Managed-care plans are asking members to identify their race on forms or trying to collect the data through other means. Industry insiders say the efforts are to help explain and close racial disparities in medical treatment. About half of the respondents to the Health Insurance Plans Address Disparities in Care report are collecting race data, according to the study released last year by the Robert Wood Johnson Foundation, a healthcare nonprofit.
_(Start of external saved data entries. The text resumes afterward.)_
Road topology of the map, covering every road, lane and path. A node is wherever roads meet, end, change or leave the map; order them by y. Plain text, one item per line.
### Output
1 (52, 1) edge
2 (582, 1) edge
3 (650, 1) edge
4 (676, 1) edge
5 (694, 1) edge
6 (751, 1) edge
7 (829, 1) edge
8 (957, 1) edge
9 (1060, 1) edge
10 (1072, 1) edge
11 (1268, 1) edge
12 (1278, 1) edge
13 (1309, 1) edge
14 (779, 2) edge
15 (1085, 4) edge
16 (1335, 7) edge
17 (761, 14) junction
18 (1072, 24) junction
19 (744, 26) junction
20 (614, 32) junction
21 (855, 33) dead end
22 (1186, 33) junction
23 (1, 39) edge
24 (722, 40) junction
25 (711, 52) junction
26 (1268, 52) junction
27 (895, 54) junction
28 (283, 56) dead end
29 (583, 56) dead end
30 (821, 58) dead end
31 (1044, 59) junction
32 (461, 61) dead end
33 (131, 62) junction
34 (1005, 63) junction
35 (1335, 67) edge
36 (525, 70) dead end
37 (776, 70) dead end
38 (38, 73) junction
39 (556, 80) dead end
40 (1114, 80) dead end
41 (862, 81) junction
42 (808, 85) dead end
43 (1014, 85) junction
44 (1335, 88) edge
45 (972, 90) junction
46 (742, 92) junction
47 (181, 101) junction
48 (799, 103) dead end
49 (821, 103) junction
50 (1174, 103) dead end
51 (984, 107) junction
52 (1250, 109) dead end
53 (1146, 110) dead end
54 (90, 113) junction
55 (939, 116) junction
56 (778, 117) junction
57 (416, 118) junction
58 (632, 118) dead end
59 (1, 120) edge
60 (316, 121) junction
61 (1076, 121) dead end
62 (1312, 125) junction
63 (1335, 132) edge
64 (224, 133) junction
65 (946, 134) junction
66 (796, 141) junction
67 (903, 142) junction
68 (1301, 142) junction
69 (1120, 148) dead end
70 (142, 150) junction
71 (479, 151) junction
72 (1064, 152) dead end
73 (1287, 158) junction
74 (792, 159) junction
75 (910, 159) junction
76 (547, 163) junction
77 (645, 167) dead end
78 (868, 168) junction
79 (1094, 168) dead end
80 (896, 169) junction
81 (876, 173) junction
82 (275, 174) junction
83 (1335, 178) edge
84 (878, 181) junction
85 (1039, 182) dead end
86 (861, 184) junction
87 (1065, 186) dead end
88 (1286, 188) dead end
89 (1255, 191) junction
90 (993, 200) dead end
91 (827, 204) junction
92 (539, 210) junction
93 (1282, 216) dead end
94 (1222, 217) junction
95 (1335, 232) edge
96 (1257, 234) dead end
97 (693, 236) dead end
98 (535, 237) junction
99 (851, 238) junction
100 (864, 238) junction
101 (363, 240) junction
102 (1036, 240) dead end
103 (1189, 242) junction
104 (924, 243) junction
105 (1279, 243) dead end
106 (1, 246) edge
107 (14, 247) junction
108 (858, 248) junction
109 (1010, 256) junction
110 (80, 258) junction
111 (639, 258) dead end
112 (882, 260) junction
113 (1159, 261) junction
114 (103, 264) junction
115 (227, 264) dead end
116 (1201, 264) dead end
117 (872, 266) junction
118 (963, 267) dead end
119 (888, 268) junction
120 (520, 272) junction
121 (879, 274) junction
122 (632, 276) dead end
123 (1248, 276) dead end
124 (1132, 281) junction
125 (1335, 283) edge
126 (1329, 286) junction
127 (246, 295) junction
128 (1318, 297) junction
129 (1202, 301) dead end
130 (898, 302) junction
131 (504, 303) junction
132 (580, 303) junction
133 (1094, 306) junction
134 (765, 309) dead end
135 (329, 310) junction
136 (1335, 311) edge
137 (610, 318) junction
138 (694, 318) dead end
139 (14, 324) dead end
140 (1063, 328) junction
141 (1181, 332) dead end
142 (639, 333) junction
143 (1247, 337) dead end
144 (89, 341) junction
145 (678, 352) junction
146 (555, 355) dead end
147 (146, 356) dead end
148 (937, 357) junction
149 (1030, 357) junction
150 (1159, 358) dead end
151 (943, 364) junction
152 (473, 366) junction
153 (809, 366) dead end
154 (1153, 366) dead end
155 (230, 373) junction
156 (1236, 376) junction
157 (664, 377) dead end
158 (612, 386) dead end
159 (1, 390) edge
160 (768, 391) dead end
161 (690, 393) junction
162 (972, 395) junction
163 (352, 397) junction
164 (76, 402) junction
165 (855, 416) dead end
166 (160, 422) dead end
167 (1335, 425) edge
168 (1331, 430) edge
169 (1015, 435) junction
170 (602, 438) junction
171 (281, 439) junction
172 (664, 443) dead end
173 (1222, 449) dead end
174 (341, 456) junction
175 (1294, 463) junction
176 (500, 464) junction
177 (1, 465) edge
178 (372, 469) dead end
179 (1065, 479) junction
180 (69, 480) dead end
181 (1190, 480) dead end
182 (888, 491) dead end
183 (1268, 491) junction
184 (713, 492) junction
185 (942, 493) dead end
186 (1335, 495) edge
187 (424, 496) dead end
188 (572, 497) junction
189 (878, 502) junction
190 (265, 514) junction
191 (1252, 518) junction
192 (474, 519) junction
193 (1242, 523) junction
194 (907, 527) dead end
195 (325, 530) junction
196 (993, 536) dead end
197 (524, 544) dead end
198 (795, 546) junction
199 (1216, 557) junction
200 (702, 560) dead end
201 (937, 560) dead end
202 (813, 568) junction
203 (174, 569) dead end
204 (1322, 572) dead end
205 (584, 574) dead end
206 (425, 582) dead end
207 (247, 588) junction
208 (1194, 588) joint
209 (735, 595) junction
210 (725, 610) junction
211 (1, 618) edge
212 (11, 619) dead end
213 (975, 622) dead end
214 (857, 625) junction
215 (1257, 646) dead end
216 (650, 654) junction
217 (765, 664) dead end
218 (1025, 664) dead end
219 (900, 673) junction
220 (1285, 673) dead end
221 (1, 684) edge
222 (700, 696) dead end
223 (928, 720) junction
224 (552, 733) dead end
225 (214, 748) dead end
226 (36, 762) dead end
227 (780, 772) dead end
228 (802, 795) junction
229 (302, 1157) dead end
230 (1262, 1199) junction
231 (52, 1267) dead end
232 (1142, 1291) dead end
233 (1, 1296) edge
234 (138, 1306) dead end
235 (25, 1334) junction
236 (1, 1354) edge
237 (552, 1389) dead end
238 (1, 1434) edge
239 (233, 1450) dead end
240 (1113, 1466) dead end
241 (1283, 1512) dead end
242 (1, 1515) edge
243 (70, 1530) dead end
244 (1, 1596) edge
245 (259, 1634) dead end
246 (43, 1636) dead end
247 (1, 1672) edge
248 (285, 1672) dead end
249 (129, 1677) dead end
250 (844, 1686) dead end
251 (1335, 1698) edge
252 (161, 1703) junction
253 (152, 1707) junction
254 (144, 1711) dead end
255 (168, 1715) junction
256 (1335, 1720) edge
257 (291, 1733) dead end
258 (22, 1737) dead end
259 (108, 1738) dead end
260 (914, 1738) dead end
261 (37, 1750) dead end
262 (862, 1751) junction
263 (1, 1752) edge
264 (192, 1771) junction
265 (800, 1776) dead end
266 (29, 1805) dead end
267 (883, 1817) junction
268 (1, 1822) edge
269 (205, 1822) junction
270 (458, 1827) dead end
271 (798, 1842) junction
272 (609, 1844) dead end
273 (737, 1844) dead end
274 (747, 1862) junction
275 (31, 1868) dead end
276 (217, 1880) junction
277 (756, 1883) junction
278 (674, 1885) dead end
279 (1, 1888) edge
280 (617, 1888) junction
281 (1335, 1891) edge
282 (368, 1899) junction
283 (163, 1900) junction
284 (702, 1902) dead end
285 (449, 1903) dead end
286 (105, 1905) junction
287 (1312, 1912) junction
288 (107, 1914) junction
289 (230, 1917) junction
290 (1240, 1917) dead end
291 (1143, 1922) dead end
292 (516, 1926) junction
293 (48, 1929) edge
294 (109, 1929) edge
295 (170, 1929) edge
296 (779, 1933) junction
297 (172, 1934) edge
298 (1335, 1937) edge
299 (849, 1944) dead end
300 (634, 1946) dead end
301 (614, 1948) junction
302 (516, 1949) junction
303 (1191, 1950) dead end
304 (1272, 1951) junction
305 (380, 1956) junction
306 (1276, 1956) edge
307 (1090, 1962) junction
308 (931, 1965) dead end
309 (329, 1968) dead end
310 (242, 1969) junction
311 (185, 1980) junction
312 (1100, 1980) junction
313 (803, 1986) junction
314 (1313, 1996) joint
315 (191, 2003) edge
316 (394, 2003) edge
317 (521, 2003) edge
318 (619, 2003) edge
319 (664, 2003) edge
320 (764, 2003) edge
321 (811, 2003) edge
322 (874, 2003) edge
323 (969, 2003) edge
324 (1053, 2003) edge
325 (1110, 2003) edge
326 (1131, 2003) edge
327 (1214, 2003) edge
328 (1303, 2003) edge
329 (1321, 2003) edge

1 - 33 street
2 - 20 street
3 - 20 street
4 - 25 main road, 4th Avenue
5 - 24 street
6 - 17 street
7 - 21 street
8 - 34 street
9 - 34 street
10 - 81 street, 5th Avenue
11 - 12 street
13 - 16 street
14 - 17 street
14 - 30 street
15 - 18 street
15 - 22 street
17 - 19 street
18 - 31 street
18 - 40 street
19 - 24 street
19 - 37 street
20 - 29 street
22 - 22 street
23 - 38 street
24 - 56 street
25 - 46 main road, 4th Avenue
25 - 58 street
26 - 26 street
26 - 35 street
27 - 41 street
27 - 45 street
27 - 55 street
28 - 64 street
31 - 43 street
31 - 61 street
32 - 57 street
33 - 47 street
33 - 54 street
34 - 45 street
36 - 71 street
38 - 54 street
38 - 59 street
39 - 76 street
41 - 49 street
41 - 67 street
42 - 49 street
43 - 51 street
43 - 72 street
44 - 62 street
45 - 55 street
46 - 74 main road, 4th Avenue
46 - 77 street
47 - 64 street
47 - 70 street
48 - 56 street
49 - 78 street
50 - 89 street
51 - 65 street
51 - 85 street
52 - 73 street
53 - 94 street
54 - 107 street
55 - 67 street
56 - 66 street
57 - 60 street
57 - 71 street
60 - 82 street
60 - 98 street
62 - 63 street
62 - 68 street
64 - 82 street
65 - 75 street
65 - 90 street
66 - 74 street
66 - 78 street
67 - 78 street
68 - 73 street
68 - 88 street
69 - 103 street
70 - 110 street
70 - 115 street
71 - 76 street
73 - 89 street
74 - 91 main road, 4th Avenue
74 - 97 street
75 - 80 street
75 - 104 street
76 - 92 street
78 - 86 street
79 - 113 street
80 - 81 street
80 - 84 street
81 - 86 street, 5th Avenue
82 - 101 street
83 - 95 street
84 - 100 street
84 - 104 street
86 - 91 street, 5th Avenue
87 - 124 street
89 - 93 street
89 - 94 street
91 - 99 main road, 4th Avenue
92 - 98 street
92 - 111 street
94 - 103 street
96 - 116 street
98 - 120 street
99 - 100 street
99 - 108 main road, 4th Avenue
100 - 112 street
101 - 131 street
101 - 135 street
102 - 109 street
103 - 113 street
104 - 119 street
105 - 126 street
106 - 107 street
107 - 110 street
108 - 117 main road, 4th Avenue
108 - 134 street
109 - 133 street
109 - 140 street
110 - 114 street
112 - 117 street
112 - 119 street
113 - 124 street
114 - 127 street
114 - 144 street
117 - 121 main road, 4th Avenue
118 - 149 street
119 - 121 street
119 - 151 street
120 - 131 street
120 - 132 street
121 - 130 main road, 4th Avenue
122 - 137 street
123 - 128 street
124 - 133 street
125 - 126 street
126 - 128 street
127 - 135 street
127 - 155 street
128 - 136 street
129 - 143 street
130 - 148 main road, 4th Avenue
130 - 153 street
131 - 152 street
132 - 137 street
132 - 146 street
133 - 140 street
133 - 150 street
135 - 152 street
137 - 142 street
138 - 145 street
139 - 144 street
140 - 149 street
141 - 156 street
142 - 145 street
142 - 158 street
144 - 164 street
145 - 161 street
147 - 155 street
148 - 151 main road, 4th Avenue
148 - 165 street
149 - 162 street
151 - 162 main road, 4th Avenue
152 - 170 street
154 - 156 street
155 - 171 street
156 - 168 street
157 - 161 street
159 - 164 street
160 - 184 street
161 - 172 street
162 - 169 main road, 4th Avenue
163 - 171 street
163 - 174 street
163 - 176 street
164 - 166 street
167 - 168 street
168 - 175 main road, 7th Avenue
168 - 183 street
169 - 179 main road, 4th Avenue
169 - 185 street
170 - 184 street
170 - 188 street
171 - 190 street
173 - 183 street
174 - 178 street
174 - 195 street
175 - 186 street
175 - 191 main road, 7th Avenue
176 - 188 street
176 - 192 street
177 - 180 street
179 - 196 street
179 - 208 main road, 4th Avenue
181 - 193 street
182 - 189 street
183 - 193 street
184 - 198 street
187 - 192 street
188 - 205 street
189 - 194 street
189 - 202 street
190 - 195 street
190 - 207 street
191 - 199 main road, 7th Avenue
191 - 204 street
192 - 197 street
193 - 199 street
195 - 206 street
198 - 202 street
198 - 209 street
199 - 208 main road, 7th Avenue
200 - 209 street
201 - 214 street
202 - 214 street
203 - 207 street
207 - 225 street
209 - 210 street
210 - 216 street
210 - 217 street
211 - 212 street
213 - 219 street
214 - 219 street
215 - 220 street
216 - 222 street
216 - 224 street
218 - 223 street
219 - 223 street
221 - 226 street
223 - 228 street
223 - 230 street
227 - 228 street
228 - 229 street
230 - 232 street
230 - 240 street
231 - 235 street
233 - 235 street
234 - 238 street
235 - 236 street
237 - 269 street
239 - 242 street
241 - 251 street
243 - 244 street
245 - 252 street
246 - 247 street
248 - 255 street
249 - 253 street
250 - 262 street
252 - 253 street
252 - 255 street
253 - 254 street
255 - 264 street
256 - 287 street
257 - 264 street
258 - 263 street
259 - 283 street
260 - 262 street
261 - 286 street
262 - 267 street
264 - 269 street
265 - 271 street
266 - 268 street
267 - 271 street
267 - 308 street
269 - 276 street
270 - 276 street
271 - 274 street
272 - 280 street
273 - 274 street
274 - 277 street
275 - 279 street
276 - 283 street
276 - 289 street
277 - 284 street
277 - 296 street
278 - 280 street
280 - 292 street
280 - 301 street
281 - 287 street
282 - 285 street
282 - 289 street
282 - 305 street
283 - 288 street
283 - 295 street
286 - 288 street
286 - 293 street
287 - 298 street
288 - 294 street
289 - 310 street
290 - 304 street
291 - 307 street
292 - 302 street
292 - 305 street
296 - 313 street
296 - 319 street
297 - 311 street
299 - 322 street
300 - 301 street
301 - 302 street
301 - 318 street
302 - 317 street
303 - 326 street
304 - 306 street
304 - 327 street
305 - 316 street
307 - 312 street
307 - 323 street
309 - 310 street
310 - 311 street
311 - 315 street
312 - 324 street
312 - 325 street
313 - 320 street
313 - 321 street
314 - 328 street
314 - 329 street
Executives at some of those insurers say they’re surprised at how receptive their members are to being asked about their ethnicity.
Not surprisingly, some privacy advocates are turning a skeptical eye toward the practice, which they say is fraught with opportunities for racial and other personal data to be mishandled.
“My first question to the health insurer would be do they have a plan in place and if not, they have no business collecting that information,” says Pam Dixon, executive director of the World Privacy Forum, a San Diego-based privacy watchdog group.
Insurers are gathering data on race against a backdrop of glaring and persistent disparities in medical treatment and the prevalence of certain diseases, such as hypertension and stroke, among particular ethnic groups.
Beyond that, blacks and other minorities, on average, receive poorer quality healthcare than whites, says Susan Pisano, a spokesperson for America’s Health Insurance Plans, the health insurance industry’s trade group.
“Nobody thinks collecting race and ethnicity data alone will get the job done,” she says. “You have to measure [the disparity], try to fix it, and then measure it again.”
But Dixon says consumers should be wary of a policy that doesn’t spell out exactly how long their information will be kept, what it will be used for; and who, if anyone, it will be disclosed to. She advises not answering questions about race.
“Once you give that information up,” she says, “that’s the toothpaste that’s out of the tube and you can’t put it back.”